- How to complete this task -
Take each line from the entries that holds "selected" and copy it out.

-- Study material follows --

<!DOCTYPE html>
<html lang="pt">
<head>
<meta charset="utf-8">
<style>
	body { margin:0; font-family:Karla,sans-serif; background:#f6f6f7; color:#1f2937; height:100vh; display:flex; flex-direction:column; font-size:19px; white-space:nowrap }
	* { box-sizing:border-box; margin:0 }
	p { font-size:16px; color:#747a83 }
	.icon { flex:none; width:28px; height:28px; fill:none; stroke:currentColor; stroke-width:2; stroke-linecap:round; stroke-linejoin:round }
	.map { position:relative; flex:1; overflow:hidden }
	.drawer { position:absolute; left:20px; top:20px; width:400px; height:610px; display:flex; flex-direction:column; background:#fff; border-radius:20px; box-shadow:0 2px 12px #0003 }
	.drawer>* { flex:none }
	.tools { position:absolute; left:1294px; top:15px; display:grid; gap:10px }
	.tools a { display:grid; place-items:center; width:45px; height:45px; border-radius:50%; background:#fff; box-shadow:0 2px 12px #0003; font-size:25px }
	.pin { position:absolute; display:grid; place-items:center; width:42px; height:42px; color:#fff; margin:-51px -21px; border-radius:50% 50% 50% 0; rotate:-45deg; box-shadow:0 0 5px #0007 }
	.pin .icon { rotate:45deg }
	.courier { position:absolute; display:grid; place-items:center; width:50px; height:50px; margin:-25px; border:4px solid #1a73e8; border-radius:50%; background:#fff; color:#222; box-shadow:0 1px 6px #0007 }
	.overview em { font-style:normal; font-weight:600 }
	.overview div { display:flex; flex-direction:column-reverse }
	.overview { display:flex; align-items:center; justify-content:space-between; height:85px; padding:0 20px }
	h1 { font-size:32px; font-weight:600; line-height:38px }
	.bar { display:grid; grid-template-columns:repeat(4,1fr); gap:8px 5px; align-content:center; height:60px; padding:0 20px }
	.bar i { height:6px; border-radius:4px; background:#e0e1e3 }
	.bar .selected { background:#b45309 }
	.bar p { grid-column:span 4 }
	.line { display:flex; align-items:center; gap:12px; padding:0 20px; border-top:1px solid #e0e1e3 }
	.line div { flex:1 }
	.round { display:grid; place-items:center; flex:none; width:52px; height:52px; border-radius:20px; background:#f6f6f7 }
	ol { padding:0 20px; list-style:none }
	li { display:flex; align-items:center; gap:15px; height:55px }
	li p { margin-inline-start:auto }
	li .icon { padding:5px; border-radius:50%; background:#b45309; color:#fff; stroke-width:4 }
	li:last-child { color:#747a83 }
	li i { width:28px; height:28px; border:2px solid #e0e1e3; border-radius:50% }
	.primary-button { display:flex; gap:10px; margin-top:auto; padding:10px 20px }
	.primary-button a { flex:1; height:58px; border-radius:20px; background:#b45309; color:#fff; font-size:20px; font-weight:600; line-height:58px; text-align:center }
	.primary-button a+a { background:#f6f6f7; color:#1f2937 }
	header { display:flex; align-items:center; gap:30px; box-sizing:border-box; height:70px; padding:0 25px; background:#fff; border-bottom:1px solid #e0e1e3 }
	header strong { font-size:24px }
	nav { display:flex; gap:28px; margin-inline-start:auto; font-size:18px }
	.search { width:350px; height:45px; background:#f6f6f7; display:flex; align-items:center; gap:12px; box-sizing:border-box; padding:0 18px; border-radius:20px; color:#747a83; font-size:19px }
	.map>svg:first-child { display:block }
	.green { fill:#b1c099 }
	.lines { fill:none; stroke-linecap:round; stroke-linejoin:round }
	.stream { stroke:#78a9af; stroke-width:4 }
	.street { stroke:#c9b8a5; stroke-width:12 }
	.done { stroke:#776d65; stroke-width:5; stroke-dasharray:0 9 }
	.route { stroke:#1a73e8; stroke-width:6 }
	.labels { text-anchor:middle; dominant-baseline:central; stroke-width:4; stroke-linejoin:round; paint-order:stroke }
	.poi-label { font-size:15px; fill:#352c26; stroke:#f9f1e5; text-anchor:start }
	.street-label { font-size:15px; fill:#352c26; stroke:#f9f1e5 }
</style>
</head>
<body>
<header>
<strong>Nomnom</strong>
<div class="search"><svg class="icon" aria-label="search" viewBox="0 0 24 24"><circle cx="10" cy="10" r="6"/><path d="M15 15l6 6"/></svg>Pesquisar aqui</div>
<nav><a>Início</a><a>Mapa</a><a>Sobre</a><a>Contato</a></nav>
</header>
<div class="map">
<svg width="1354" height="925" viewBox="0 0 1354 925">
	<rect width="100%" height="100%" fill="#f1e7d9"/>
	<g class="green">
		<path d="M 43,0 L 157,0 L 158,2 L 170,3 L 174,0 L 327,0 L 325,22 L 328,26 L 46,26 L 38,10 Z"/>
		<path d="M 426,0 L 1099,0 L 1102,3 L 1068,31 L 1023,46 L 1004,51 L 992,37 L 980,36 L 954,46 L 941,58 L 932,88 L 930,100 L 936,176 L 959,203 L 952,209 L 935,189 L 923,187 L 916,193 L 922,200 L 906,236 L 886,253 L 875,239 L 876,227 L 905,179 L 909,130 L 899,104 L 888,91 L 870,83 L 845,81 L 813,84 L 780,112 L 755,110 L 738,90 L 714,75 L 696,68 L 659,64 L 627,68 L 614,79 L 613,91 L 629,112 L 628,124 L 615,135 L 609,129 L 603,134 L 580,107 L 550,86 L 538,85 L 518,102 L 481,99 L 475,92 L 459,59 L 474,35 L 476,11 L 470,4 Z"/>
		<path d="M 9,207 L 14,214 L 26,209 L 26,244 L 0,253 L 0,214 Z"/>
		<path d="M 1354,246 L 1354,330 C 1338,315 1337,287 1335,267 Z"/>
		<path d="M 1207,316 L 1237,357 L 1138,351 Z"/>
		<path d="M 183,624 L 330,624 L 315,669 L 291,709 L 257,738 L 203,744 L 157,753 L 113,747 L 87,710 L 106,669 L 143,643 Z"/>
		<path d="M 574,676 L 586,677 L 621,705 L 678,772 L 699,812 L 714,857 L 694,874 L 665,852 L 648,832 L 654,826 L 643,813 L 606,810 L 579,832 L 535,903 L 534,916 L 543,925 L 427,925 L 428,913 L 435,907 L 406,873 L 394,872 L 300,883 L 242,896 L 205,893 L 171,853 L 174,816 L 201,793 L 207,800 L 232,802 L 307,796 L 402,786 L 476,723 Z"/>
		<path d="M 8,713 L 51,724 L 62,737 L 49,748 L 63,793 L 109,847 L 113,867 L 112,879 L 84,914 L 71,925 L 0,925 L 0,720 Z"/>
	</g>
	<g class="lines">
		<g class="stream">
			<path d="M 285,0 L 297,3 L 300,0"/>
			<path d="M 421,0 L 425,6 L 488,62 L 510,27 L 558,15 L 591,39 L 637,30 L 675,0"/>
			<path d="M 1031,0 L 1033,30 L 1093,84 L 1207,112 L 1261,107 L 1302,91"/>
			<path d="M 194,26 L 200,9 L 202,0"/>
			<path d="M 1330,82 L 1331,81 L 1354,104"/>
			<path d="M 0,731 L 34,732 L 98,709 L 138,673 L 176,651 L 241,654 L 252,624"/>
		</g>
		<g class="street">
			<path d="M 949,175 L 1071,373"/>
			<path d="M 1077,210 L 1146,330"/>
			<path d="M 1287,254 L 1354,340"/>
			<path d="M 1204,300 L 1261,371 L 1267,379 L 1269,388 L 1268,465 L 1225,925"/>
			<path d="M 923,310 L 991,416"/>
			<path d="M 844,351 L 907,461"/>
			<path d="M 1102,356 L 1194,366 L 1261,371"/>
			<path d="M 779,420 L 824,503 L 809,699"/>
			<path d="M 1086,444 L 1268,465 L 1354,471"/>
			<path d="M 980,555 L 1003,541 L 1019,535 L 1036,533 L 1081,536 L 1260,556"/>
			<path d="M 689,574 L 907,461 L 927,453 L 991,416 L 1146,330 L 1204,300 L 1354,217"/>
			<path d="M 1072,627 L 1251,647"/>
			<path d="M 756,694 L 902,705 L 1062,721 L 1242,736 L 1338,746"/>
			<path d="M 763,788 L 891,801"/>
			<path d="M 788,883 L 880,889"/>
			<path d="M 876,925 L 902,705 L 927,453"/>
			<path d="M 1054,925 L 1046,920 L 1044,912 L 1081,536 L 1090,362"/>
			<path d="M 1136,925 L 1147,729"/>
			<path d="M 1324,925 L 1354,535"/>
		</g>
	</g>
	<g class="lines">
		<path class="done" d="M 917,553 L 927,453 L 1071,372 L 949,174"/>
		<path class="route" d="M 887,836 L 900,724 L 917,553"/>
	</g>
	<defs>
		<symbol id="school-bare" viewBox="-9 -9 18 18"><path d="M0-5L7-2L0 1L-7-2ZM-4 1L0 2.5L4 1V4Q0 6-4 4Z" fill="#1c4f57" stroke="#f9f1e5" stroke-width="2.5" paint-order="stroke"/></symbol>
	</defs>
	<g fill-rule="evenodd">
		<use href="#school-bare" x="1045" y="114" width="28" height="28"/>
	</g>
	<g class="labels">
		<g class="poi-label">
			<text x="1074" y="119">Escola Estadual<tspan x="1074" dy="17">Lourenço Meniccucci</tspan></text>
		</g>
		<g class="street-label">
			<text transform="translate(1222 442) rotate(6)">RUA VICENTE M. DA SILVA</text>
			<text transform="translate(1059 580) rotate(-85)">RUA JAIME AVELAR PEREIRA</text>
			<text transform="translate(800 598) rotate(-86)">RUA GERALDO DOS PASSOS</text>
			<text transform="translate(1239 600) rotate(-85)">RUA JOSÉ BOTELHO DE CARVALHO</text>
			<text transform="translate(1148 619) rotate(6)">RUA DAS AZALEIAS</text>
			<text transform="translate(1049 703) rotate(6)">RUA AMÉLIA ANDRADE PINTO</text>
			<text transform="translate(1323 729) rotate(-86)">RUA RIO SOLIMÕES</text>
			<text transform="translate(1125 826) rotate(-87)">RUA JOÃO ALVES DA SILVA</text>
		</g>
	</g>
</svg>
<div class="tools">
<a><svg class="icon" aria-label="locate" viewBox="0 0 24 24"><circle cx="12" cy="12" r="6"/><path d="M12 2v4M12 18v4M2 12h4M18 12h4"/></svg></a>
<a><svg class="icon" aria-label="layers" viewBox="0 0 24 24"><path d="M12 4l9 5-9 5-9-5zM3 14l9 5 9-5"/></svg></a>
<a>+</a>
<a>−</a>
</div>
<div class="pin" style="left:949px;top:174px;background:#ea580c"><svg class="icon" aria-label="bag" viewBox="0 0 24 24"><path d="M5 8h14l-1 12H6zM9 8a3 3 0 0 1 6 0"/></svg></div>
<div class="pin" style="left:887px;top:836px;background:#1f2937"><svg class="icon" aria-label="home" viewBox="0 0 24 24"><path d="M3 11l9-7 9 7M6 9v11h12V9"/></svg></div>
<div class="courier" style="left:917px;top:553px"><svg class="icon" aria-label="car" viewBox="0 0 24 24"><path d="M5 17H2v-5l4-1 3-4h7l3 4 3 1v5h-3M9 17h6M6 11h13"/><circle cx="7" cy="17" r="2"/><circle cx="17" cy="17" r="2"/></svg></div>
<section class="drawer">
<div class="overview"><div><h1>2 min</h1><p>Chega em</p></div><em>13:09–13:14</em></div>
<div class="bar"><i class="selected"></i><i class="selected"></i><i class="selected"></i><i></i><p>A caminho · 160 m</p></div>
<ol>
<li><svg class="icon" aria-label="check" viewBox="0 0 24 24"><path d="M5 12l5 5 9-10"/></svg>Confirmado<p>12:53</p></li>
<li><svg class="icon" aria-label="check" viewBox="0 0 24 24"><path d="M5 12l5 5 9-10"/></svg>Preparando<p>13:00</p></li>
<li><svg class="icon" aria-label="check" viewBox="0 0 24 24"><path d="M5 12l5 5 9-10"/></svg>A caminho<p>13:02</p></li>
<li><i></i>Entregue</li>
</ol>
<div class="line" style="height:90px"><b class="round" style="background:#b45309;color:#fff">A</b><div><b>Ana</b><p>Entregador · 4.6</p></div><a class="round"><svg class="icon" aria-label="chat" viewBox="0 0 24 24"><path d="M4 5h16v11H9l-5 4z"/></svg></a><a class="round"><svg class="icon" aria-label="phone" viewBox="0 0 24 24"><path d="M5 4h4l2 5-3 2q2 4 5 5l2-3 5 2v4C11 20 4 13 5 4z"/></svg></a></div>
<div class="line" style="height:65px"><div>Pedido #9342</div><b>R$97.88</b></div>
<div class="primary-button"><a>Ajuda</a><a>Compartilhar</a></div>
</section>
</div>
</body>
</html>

-- Study material concluded --

- Expected output -
	.bar .selected { background:#b45309 }
<div class="bar"><i class="selected"></i><i class="selected"></i><i class="selected"></i><i></i><p>A caminho · 160 m</p></div>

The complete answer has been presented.